═════ SUPPLIED INFORMATION ═════
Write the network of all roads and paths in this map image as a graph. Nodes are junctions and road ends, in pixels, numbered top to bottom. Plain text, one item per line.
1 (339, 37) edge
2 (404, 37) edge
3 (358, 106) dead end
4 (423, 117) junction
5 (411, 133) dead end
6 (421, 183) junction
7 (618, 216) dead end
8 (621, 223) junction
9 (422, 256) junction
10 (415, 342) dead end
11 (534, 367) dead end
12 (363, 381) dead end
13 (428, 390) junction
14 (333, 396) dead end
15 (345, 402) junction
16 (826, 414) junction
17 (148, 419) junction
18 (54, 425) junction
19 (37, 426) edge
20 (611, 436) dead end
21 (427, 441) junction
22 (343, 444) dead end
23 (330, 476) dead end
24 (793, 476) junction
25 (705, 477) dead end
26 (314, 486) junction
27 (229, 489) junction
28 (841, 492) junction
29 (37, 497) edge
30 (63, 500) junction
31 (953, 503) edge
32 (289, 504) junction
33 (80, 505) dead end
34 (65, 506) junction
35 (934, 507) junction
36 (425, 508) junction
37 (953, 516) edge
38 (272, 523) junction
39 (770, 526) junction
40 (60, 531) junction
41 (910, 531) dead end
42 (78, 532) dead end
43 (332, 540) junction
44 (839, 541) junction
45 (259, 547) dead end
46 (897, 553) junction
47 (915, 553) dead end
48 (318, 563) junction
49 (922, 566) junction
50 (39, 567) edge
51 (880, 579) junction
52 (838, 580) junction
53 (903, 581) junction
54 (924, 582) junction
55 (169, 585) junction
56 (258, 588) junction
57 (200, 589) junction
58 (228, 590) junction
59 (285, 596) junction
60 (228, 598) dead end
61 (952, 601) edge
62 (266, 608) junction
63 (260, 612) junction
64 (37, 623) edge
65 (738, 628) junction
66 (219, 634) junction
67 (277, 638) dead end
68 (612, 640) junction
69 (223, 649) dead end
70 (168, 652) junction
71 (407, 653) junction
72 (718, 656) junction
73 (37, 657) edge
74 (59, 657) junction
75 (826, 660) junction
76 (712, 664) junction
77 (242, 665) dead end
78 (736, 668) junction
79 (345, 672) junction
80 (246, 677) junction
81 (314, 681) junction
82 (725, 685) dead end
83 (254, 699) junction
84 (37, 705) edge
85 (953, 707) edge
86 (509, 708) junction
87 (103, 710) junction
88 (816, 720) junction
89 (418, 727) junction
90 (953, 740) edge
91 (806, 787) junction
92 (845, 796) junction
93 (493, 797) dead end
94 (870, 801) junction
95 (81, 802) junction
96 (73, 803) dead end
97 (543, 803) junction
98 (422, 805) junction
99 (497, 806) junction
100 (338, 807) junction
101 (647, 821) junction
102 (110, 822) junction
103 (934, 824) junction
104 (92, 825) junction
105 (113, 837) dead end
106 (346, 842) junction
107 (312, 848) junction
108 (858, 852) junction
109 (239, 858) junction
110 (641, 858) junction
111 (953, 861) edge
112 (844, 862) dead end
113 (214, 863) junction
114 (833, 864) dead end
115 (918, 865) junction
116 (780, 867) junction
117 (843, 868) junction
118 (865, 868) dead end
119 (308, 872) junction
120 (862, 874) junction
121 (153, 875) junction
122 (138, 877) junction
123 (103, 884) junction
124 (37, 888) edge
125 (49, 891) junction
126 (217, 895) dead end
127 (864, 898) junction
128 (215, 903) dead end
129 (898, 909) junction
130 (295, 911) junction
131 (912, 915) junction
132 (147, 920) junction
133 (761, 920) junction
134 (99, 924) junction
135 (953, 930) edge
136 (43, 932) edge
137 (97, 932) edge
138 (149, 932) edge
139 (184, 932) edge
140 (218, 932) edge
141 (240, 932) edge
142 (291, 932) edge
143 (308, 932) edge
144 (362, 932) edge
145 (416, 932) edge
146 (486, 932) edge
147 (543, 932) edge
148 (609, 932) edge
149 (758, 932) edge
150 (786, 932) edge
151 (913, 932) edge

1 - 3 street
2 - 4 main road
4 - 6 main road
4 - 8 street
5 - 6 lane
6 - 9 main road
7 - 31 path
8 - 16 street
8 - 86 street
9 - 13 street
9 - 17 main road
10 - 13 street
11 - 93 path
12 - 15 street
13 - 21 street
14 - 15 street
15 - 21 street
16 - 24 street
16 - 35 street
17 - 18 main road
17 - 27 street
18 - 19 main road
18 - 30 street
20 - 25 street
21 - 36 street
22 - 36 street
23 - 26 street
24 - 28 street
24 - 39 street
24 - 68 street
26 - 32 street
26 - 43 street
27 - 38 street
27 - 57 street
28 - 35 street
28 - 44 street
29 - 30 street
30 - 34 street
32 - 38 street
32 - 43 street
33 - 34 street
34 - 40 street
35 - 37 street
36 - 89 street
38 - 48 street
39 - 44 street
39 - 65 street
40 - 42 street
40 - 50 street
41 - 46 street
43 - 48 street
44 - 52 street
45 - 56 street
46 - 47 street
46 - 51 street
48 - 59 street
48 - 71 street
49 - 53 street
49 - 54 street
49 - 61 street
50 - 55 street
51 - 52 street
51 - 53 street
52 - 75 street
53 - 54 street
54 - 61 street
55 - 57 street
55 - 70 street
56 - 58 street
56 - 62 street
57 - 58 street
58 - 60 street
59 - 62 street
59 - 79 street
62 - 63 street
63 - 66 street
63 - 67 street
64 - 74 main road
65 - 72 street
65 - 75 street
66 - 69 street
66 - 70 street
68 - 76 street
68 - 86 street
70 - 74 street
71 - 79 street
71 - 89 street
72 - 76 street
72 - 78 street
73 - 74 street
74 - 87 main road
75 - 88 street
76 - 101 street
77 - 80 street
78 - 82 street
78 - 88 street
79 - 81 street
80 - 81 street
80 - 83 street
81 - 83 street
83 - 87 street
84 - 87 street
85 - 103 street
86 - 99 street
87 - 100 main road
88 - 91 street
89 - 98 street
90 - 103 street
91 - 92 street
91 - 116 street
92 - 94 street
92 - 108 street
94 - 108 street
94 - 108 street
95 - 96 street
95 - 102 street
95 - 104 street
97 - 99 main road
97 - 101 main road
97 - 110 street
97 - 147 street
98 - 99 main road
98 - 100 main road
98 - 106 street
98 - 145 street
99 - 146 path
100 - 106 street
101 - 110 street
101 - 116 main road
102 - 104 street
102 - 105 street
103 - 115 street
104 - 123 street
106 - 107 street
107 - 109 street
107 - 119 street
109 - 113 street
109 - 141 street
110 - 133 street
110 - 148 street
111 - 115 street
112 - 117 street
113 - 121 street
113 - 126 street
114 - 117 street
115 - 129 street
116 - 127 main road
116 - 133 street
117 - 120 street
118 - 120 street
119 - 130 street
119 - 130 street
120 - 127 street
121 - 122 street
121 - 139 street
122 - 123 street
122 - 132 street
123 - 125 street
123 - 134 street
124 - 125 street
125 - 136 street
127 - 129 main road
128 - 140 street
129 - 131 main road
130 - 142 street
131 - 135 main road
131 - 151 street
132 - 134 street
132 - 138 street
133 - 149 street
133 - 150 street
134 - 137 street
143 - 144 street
═════
**WHAT IS BEING ASKED**
Please return all of the entries above, exactly and completely.

**COMPLETED TASK**
Write the network of all roads and paths in this map image as a graph. Nodes are junctions and road ends, in pixels, numbered top to bottom. Plain text, one item per line.
1 (339, 37) edge
2 (404, 37) edge
3 (358, 106) dead end
4 (423, 117) junction
5 (411, 133) dead end
6 (421, 183) junction
7 (618, 216) dead end
8 (621, 223) junction
9 (422, 256) junction
10 (415, 342) dead end
11 (534, 367) dead end
12 (363, 381) dead end
13 (428, 390) junction
14 (333, 396) dead end
15 (345, 402) junction
16 (826, 414) junction
17 (148, 419) junction
18 (54, 425) junction
19 (37, 426) edge
20 (611, 436) dead end
21 (427, 441) junction
22 (343, 444) dead end
23 (330, 476) dead end
24 (793, 476) junction
25 (705, 477) dead end
26 (314, 486) junction
27 (229, 489) junction
28 (841, 492) junction
29 (37, 497) edge
30 (63, 500) junction
31 (953, 503) edge
32 (289, 504) junction
33 (80, 505) dead end
34 (65, 506) junction
35 (934, 507) junction
36 (425, 508) junction
37 (953, 516) edge
38 (272, 523) junction
39 (770, 526) junction
40 (60, 531) junction
41 (910, 531) dead end
42 (78, 532) dead end
43 (332, 540) junction
44 (839, 541) junction
45 (259, 547) dead end
46 (897, 553) junction
47 (915, 553) dead end
48 (318, 563) junction
49 (922, 566) junction
50 (39, 567) edge
51 (880, 579) junction
52 (838, 580) junction
53 (903, 581) junction
54 (924, 582) junction
55 (169, 585) junction
56 (258, 588) junction
57 (200, 589) junction
58 (228, 590) junction
59 (285, 596) junction
60 (228, 598) dead end
61 (952, 601) edge
62 (266, 608) junction
63 (260, 612) junction
64 (37, 623) edge
65 (738, 628) junction
66 (219, 634) junction
67 (277, 638) dead end
68 (612, 640) junction
69 (223, 649) dead end
70 (168, 652) junction
71 (407, 653) junction
72 (718, 656) junction
73 (37, 657) edge
74 (59, 657) junction
75 (826, 660) junction
76 (712, 664) junction
77 (242, 665) dead end
78 (736, 668) junction
79 (345, 672) junction
80 (246, 677) junction
81 (314, 681) junction
82 (725, 685) dead end
83 (254, 699) junction
84 (37, 705) edge
85 (953, 707) edge
86 (509, 708) junction
87 (103, 710) junction
88 (816, 720) junction
89 (418, 727) junction
90 (953, 740) edge
91 (806, 787) junction
92 (845, 796) junction
93 (493, 797) dead end
94 (870, 801) junction
95 (81, 802) junction
96 (73, 803) dead end
97 (543, 803) junction
98 (422, 805) junction
99 (497, 806) junction
100 (338, 807) junction
101 (647, 821) junction
102 (110, 822) junction
103 (934, 824) junction
104 (92, 825) junction
105 (113, 837) dead end
106 (346, 842) junction
107 (312, 848) junction
108 (858, 852) junction
109 (239, 858) junction
110 (641, 858) junction
111 (953, 861) edge
112 (844, 862) dead end
113 (214, 863) junction
114 (833, 864) dead end
115 (918, 865) junction
116 (780, 867) junction
117 (843, 868) junction
118 (865, 868) dead end
119 (308, 872) junction
120 (862, 874) junction
121 (153, 875) junction
122 (138, 877) junction
123 (103, 884) junction
124 (37, 888) edge
125 (49, 891) junction
126 (217, 895) dead end
127 (864, 898) junction
128 (215, 903) dead end
129 (898, 909) junction
130 (295, 911) junction
131 (912, 915) junction
132 (147, 920) junction
133 (761, 920) junction
134 (99, 924) junction
135 (953, 930) edge
136 (43, 932) edge
137 (97, 932) edge
138 (149, 932) edge
139 (184, 932) edge
140 (218, 932) edge
141 (240, 932) edge
142 (291, 932) edge
143 (308, 932) edge
144 (362, 932) edge
145 (416, 932) edge
146 (486, 932) edge
147 (543, 932) edge
148 (609, 932) edge
149 (758, 932) edge
150 (786, 932) edge
151 (913, 932) edge

1 - 3 street
2 - 4 main road
4 - 6 main road
4 - 8 street
5 - 6 lane
6 - 9 main road
7 - 31 path
8 - 16 street
8 - 86 street
9 - 13 street
9 - 17 main road
10 - 13 street
11 - 93 path
12 - 15 street
13 - 21 street
14 - 15 street
15 - 21 street
16 - 24 street
16 - 35 street
17 - 18 main road
17 - 27 street
18 - 19 main road
18 - 30 street
20 - 25 street
21 - 36 street
22 - 36 street
23 - 26 street
24 - 28 street
24 - 39 street
24 - 68 street
26 - 32 street
26 - 43 street
27 - 38 street
27 - 57 street
28 - 35 street
28 - 44 street
29 - 30 street
30 - 34 street
32 - 38 street
32 - 43 street
33 - 34 street
34 - 40 street
35 - 37 street
36 - 89 street
38 - 48 street
39 - 44 street
39 - 65 street
40 - 42 street
40 - 50 street
41 - 46 street
43 - 48 street
44 - 52 street
45 - 56 street
46 - 47 street
46 - 51 street
48 - 59 street
48 - 71 street
49 - 53 street
49 - 54 street
49 - 61 street
50 - 55 street
51 - 52 street
51 - 53 street
52 - 75 street
53 - 54 street
54 - 61 street
55 - 57 street
55 - 70 street
56 - 58 street
56 - 62 street
57 - 58 street
58 - 60 street
59 - 62 street
59 - 79 street
62 - 63 street
63 - 66 street
63 - 67 street
64 - 74 main road
65 - 72 street
65 - 75 street
66 - 69 street
66 - 70 street
68 - 76 street
68 - 86 street
70 - 74 street
71 - 79 street
71 - 89 street
72 - 76 street
72 - 78 street
73 - 74 street
74 - 87 main road
75 - 88 street
76 - 101 street
77 - 80 street
78 - 82 street
78 - 88 street
79 - 81 street
80 - 81 street
80 - 83 street
81 - 83 street
83 - 87 street
84 - 87 street
85 - 103 street
86 - 99 street
87 - 100 main road
88 - 91 street
89 - 98 street
90 - 103 street
91 - 92 street
91 - 116 street
92 - 94 street
92 - 108 street
94 - 108 street
94 - 108 street
95 - 96 street
95 - 102 street
95 - 104 street
97 - 99 main road
97 - 101 main road
97 - 110 street
97 - 147 street
98 - 99 main road
98 - 100 main road
98 - 106 street
98 - 145 street
99 - 146 path
100 - 106 street
101 - 110 street
101 - 116 main road
102 - 104 street
102 - 105 street
103 - 115 street
104 - 123 street
106 - 107 street
107 - 109 street
107 - 119 street
109 - 113 street
109 - 141 street
110 - 133 street
110 - 148 street
111 - 115 street
112 - 117 street
113 - 121 street
113 - 126 street
114 - 117 street
115 - 129 street
116 - 127 main road
116 - 133 street
117 - 120 street
118 - 120 street
119 - 130 street
119 - 130 street
120 - 127 street
121 - 122 street
121 - 139 street
122 - 123 street
122 - 132 street
123 - 125 street
123 - 134 street
124 - 125 street
125 - 136 street
127 - 129 main road
128 - 140 street
129 - 131 main road
130 - 142 street
131 - 135 main road
131 - 151 street
132 - 134 street
132 - 138 street
133 - 149 street
133 - 150 street
134 - 137 street
143 - 144 street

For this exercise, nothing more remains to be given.